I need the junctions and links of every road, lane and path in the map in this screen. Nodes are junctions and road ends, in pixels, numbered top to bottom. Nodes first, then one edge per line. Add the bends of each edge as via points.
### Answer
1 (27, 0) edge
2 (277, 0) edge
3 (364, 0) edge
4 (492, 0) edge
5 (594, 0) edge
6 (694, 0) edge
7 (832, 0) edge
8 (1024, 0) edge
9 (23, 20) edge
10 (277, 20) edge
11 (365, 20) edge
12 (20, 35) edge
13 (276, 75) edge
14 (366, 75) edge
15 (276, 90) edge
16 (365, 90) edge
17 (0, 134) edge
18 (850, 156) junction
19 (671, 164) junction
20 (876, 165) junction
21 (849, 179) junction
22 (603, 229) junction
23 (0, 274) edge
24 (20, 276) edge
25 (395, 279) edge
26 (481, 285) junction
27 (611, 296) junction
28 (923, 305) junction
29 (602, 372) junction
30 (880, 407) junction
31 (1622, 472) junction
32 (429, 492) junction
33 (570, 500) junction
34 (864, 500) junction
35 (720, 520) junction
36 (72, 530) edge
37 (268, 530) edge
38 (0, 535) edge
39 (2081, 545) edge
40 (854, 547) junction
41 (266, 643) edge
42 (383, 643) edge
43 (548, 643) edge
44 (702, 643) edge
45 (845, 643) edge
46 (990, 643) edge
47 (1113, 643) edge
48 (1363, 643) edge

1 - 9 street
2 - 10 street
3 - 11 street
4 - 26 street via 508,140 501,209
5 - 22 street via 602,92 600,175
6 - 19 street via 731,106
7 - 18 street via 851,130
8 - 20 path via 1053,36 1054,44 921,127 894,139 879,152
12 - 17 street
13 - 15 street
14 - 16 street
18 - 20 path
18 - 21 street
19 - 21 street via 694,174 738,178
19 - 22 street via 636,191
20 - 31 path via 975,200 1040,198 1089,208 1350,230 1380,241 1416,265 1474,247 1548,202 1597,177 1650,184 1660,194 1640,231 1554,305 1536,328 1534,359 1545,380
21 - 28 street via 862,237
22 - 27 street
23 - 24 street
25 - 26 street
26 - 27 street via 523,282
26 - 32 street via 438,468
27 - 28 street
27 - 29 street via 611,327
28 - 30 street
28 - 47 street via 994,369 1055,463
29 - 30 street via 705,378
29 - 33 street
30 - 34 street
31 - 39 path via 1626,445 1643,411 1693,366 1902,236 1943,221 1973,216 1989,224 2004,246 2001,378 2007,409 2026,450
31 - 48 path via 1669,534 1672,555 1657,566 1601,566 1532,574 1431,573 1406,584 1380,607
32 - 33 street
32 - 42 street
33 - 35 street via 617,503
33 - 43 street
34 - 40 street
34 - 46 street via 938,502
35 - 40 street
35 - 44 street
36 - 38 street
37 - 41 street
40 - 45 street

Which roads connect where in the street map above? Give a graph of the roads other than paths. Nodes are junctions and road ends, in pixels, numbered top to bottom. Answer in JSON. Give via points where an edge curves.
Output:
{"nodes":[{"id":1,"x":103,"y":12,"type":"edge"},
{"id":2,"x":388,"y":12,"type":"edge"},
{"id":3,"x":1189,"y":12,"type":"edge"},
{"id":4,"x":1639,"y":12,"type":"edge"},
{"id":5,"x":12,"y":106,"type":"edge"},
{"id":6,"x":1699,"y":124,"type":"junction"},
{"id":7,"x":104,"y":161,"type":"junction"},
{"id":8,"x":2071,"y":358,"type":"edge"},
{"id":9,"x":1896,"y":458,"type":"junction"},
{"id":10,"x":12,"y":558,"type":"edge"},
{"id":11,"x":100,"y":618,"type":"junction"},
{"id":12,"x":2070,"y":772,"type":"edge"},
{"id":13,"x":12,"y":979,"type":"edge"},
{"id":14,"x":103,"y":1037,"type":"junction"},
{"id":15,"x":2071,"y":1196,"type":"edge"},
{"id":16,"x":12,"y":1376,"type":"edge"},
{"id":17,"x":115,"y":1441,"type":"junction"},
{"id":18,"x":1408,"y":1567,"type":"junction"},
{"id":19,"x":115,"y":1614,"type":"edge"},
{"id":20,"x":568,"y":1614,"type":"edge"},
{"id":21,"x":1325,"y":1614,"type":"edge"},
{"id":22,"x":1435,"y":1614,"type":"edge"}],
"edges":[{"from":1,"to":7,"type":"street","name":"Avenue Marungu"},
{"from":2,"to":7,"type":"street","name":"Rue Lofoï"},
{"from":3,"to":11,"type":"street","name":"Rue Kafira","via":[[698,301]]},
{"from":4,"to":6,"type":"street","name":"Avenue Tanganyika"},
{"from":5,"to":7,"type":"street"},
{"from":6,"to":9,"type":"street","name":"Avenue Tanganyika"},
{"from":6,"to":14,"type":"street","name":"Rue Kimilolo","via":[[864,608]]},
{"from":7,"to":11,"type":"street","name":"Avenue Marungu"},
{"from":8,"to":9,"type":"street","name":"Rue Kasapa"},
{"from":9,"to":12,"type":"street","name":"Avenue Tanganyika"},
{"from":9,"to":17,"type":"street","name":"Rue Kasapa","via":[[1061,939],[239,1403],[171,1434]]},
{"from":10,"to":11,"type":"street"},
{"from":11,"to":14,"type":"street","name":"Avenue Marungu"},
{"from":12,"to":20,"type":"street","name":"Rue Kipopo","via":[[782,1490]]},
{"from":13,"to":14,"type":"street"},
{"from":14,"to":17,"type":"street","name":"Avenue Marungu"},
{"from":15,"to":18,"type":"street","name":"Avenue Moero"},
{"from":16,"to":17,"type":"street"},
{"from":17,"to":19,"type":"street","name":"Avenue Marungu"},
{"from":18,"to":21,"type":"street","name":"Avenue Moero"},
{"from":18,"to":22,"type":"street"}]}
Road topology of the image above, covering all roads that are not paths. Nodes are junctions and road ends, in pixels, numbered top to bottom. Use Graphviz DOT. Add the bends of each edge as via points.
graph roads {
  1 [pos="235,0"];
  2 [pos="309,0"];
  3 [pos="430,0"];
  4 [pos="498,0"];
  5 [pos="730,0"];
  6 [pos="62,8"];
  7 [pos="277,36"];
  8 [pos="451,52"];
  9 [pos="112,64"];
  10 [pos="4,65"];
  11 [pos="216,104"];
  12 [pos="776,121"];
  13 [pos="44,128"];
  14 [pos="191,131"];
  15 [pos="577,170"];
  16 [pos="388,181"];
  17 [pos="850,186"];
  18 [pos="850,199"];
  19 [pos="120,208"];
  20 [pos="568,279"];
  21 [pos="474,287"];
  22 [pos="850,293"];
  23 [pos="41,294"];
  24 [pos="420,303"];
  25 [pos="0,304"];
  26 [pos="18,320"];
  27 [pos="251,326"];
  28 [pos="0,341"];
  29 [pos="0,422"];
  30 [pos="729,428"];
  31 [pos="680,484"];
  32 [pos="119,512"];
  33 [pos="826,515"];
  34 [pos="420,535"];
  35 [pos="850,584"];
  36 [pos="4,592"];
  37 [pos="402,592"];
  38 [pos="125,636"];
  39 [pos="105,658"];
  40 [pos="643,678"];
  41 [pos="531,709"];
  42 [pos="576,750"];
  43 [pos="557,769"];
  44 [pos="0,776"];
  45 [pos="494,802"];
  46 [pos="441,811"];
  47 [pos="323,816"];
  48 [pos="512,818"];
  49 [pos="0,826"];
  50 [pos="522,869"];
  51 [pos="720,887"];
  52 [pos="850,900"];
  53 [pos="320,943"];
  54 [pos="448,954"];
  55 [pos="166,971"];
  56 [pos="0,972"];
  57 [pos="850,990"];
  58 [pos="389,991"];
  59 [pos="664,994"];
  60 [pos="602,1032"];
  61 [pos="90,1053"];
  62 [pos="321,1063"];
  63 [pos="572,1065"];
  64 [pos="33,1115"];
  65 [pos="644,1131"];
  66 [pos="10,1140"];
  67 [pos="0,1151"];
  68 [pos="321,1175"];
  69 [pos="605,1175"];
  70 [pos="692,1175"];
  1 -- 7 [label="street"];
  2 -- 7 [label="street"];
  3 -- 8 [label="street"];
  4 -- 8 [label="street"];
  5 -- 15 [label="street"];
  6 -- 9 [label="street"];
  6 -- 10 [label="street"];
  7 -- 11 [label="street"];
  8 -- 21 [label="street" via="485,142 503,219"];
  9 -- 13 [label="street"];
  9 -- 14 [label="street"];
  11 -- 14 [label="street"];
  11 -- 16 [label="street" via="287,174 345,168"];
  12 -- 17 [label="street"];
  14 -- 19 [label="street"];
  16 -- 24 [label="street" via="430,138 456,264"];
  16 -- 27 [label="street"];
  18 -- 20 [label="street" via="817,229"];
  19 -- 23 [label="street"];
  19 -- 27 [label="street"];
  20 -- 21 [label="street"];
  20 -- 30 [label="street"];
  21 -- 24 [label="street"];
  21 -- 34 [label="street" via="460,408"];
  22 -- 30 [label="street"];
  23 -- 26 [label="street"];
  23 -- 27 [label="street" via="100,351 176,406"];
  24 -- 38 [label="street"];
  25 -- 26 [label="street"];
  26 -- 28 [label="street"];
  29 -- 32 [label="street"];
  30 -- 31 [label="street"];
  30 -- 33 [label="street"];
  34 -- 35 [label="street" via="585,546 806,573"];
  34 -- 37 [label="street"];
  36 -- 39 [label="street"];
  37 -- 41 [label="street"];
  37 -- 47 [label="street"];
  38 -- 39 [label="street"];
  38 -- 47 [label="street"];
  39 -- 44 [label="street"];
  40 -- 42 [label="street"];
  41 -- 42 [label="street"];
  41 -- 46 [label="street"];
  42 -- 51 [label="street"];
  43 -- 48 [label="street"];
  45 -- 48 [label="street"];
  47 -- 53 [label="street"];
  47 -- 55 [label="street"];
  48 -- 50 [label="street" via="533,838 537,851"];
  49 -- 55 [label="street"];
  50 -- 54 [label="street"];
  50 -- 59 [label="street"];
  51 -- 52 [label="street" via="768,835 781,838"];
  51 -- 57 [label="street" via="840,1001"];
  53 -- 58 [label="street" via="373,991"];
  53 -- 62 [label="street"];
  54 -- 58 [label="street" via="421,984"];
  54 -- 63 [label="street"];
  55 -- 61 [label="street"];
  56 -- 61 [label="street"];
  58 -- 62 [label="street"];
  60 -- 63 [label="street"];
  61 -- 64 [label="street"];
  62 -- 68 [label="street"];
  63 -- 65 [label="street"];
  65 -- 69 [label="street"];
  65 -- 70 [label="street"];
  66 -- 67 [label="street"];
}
----------
PROBLEM
Only the count is wanted: report how many lines of the material above hold the word "Marungu".

EXERCISE RESULT
5